Use sudo: true in any playbook/task to use sudo to run it. Use the sudo_user variable to specify a user to sudo to if you don't want to use root.
In practice, I've found it easiest to run my playbook as a deploy user that has sudo privileges. I set up my SSH keys so I can SSH into any host as deploy without using a password. This means that I can run my playbook without using a password and even use sudo if I need to.
I use this same user to do things like cloning git repos and starting/stopping services. If a service needs to run as a lower-privileged user, I let the init script take care of that. A quick Google search for a node.js init.d script revealed this one for CentOS:
https://gist.github.com/nariyu/1211413
Doing things this way helps to keep it simple, which I like.
Hope that helps.
My 2 cents:
Ansible uses your local user (eg Mike) to ssh to the remote machine. (That required Mike to be able to ssh to the machine)
From there it can change to a remote user if needed
It can also sudo if needed and if Mike is allowed. If no user is specified then root will be selected via your ~/.ansible.cfg on your local machine.

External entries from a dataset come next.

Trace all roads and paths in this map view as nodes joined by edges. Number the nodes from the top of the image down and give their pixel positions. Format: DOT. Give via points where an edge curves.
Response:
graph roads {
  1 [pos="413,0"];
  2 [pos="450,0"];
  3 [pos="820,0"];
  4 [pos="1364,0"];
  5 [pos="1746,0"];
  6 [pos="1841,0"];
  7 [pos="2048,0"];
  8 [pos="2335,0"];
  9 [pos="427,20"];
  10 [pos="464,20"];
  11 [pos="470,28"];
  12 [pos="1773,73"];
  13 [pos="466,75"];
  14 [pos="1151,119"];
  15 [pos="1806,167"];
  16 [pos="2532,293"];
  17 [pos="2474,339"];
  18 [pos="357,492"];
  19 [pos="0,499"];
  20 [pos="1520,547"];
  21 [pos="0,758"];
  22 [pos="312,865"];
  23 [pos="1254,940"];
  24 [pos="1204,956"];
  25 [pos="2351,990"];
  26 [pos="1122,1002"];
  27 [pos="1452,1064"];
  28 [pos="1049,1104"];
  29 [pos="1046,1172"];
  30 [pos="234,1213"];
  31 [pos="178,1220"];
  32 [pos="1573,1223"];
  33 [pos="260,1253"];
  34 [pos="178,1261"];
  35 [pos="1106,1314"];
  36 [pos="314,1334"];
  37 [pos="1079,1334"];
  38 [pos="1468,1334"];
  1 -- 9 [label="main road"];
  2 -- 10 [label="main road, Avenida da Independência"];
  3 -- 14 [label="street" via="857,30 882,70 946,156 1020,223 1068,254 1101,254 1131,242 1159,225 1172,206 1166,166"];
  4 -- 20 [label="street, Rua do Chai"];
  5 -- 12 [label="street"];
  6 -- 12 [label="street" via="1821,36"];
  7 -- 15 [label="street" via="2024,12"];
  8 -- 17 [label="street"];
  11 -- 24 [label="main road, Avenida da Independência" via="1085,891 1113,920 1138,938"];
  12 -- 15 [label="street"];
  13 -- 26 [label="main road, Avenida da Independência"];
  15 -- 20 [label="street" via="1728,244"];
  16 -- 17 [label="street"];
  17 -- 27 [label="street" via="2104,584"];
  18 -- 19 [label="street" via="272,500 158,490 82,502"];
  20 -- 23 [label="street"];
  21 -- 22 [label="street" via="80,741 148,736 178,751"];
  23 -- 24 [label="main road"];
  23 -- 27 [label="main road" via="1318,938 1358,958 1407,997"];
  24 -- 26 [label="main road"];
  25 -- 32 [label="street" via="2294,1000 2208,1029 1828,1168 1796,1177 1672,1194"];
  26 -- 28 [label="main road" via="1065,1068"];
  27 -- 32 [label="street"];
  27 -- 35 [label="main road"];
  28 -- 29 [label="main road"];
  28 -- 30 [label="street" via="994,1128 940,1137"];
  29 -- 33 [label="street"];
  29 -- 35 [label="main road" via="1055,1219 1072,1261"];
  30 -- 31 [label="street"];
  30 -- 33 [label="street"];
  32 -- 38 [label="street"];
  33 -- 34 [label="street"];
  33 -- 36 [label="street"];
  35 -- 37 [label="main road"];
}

If you supply a remote_user with the sudo param then like no.3 it will not use root but that user.
You can specify different situations and different users or sudo via the playbooks.

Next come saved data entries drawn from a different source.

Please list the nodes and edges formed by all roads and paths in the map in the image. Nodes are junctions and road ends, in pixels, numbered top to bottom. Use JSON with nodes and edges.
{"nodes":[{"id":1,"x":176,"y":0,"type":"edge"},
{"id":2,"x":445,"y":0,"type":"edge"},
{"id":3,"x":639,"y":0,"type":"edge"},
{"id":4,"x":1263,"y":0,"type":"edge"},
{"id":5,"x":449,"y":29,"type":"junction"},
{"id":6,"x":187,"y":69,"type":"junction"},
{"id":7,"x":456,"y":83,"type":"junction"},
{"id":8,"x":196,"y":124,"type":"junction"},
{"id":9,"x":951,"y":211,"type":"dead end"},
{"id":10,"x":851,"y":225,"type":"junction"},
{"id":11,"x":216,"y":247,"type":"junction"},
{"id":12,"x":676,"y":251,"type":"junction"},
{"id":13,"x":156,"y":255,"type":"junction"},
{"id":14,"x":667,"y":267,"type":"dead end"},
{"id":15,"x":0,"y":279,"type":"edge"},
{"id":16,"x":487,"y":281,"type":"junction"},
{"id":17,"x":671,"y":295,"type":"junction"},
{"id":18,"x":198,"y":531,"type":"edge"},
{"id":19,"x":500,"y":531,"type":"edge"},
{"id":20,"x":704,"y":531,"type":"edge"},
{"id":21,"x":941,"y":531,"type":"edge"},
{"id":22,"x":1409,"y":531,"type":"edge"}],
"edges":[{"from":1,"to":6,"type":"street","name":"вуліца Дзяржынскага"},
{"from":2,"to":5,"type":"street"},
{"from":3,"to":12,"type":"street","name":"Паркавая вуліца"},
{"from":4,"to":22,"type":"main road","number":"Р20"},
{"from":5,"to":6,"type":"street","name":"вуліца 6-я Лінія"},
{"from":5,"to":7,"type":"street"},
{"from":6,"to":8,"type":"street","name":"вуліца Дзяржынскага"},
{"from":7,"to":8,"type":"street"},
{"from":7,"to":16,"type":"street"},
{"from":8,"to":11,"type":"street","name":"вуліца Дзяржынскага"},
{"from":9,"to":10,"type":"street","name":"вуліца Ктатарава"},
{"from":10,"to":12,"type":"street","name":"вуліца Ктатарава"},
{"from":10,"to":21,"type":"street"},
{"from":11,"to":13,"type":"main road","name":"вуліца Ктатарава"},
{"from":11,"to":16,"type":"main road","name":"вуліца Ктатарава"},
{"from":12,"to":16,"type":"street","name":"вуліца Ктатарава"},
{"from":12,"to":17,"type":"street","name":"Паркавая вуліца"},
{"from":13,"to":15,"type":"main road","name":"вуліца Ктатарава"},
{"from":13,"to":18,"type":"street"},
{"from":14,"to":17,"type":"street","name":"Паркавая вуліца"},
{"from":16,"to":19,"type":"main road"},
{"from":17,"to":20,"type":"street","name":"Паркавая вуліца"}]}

Playbook's define which roles will be run into each machine that belongs to the inventory selected.
I suggest you read Ansible best practices for some explanation on how to setup your infrastructure.
Oh and btw since you are not referring to a specific module that ansible uses and your question is not related to python, then I don't find any use your question having the python tag.
Just a note that Ansible>=1.9 uses privilege escalation commands so you can execute tasks and create resources as that secondary user if need be:
- name: Install software
shell: "curl -s get.dangerous_software.install | sudo bash"
become_user: root
https://ansible-docs.readthedocs.io/zh/stable-2.0/rst/become.html
I notice current answers are a bit old and suffering from link rot.
Ansible will SSH as your current user, by default:
https://docs.ansible.com/ansible/latest/user_guide/intro_getting_started.html#connecting-to-remote-nodes
Ansible communicates with remote machines over the SSH protocol. By default, Ansible uses native OpenSSH and connects to remote machines using your current user name, just as SSH does.
This can be overridden using:
passing the -u parameter at the command line
setting user information in your inventory file
setting user information in your configuration file
setting environment variables
But then you must ensure a route exists to SSH as that user. An approach to maintaining user-level ownership I see more often is become (root) and then to chown -R jdoe:jdoe /the/file/path.
In my 2.12 release of ansible I found the only way I could change the user was by specifying become: yes as an option at the play level. That way I am SSHing as the unprivileged, default, user. This user must have passwordless sudo enabled on the remote and is about the safest I could make my VPS. From this I could then switch to another user, with become_user, from an arbitrary command task.
Like this:
- name: Getting Started
gather_facts: false
hosts: all
become: yes # All tasks that follow will become root.
tasks:
- name: get the username running the deploy
command: echo $USER
become_user: trubuntu # From root we can switch to trubuntu.
If the user permitted SSH access to your remote is, say, victor, and not your current user, then remote_user: victor has a place at the play level, adjacent to become: yes.